Slayer's Reign in Blood (33 1/3) (17 page)

“When I see the world through Slayer’s eyes, I see the same thing they do,” says Fistula’s Corey Bing, who hails from the hotly contested red state Ohio. “I see the state of the world
and the horror that we live in every day. I see that most people don’t give a fuck about anything other than themselves and pushing their stupid religious bullshit on everyone they can. Those are the ones Slayer warned us about.”

“Criminally Insane”

Reign in Blood
side two opens with the musical opposite of side one’s blast-off.
Reign
averages over two hundred beats per minute, but “Criminally Insane” drops the tempo nearly in half—to get started. At the time, Lombardo’s near-funky lead percussion was a unique moment in thrash. The song is a drummers’ favorite, and it opens with
Reign
’s second-most famous hitting-the-kit moment: As the song starts, Lombardo plays alone, riding a cymbal like he’s creeping up behind you, a menacing harbinger of bad intent.
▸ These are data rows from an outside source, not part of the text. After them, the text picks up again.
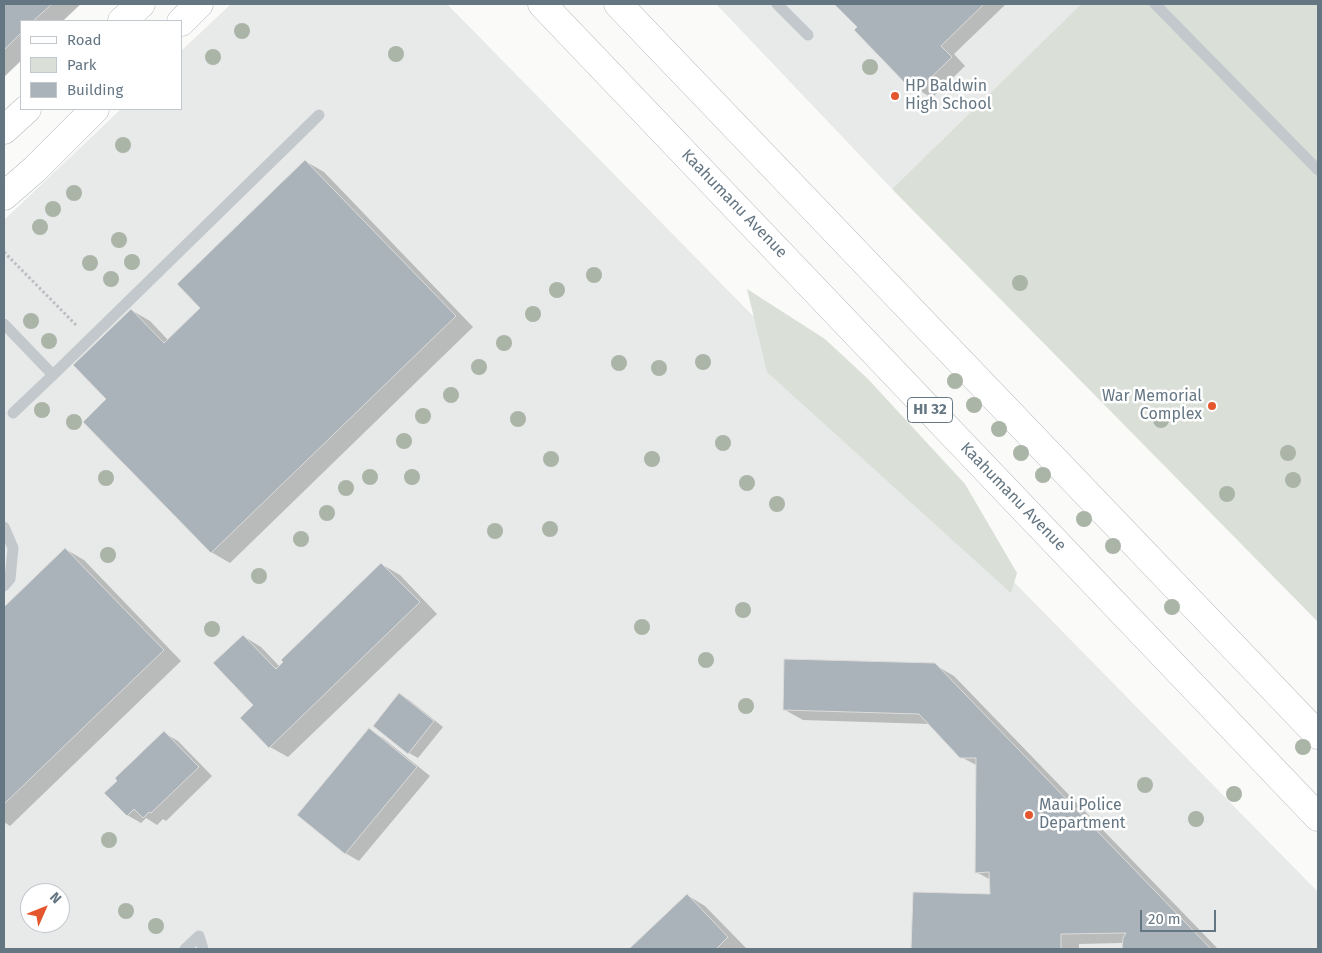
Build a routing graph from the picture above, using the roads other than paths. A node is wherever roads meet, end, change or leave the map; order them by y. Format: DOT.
graph roads {
  1 [pos="141,4"];
  2 [pos="199,4"];
  3 [pos="618,4"];
  4 [pos="777,4"];
  5 [pos="1155,4"];
  6 [pos="544,7"];
  7 [pos="123,20"];
  8 [pos="182,21"];
  9 [pos="808,35"];
  10 [pos="26,110"];
  11 [pos="94,110"];
  12 [pos="319,115"];
  13 [pos="4,130"];
  14 [pos="1318,170"];
  15 [pos="4,196"];
  16 [pos="4,324"];
  17 [pos="52,374"];
  18 [pos="13,413"];
  19 [pos="4,527"];
  20 [pos="4,586"];
  21 [pos="1318,735"];
  22 [pos="1318,817"];
  23 [pos="185,949"];
  24 [pos="203,949"];
  1 -- 7 [label="main road"];
  2 -- 8 [label="main road"];
  3 -- 21 [label="main road"];
  4 -- 9 [label="lane"];
  5 -- 14 [label="lane"];
  6 -- 22 [label="main road, Kaahumanu Avenue / HI 32"];
  10 -- 13 [label="main road"];
  11 -- 15 [label="main road"];
  12 -- 17 [label="lane"];
  16 -- 17 [label="lane"];
  17 -- 18 [label="lane"];
  19 -- 20 [label="lane"];
  23 -- 24 [label="lane"];
}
“Everyone mimics that at sound check,” says Mastodon drummer Brann Dailor. “You go see the Foo Fighters play at sound check, the drummer plays ‘Criminally Insane.’ And everybody knows what it is.”

The head-nodding beat and Araya’s accent-on-the-three delivery don’t exactly sound rap-ish—though they could easily have been adapted for another Run-DMC rock cover. It’s the kind of contribution many assume came from Rubin, but the music is essentially the same on Hanneman’s demos. The drum-machine cymbals aren’t nearly as nuanced; like many of the band’s signature percussion moments, the guitarist sketched it out, and Lombardo gave it depth and definition.
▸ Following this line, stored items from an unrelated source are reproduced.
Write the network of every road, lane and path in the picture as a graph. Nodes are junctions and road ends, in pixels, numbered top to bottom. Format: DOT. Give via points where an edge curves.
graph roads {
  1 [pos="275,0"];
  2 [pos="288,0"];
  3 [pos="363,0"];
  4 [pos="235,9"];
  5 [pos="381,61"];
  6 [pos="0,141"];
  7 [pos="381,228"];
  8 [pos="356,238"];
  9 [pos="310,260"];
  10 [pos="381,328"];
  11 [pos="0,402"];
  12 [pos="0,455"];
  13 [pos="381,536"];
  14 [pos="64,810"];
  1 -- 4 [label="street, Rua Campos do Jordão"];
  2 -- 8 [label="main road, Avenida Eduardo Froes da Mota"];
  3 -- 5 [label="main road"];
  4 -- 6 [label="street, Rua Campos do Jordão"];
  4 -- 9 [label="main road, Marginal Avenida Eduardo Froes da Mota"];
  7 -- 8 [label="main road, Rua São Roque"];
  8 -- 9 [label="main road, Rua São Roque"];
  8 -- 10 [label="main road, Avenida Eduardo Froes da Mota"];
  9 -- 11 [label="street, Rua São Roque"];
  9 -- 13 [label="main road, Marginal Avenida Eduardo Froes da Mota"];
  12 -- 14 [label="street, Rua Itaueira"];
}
“I loved ‘Criminally Insane,’ says Charlie Benante, drummer of Anthrax and S.O.D. “I wish they would bring that into the [live] set. I love the intro beat. It just sets the song up so well. And coming from a drummer’s point, it’s such a funky
beat, and then the song kicks in, like
yeah, that’s it
. I think Dave totally fits Slayer. He just plays with a ferociousness. There’s just something to be said about the chemistry between Dave and the rest of those guys. I don’t think any other drummer could have done
Reign in Blood
.”

Unlike Metallica’s
Master of Puppets
, Megadeth’s
Peace Sells
, and Anthrax’s
Among the Living
,
Reign in Blood
doesn’t have a single soft guitar intro. Lombardo’s quiet, chiming change-up might be the Slayer’s best-received deviation from stones-out thrash in their entire catalog.

“Dave is, for sure, a really super fast drummer, but also knows when to hold back,” says Pelican drummer Larry Herweg. “Some of their best moments are the slower ones, like the intro to ‘Criminally Insane’ and on later records, songs like ‘South of Heaven.’ Lombardo is great at intros. His intros are all simple but crushing.”

Doom arrives in the form of guitars and the brute voice of a nocturnal stalker, with words and music co-conjured by Hanneman and King. We meet another ambitious serial killer, an institutionalized murderer who’s plotting escape.

The songs’s proto-chug riff is one of the album’s deceptively simple-sounding performances. King and Hanneman play in rhythmic unison, advancing together in a whole new two-man style that’s a world away from the melodic leads Dave Murray and Adrian Smith perfected in Iron Maiden.

“The rhythms are like a scale, some of the harmonies they do,” explains Obituary guitarist Trevor Perez. “It’s pretty sick. Not many people do that stuff in heavy music: You’re like holding out and picking as fast as you can. People still don’t do a lot of that.”

The song’s climax is one of the more crystalline passages
in a thoroughly evocative lyric sheet: “Branded in pain / Marked criminally insane / Locked away and kept restrained / Disapprobation, but what have I done / I have yet only just begun to
take your fuckin’ life
.”

The D-word—“disapprobation,” meaning indignant disapproval—brings up three interesting facets of Slayer lyrics.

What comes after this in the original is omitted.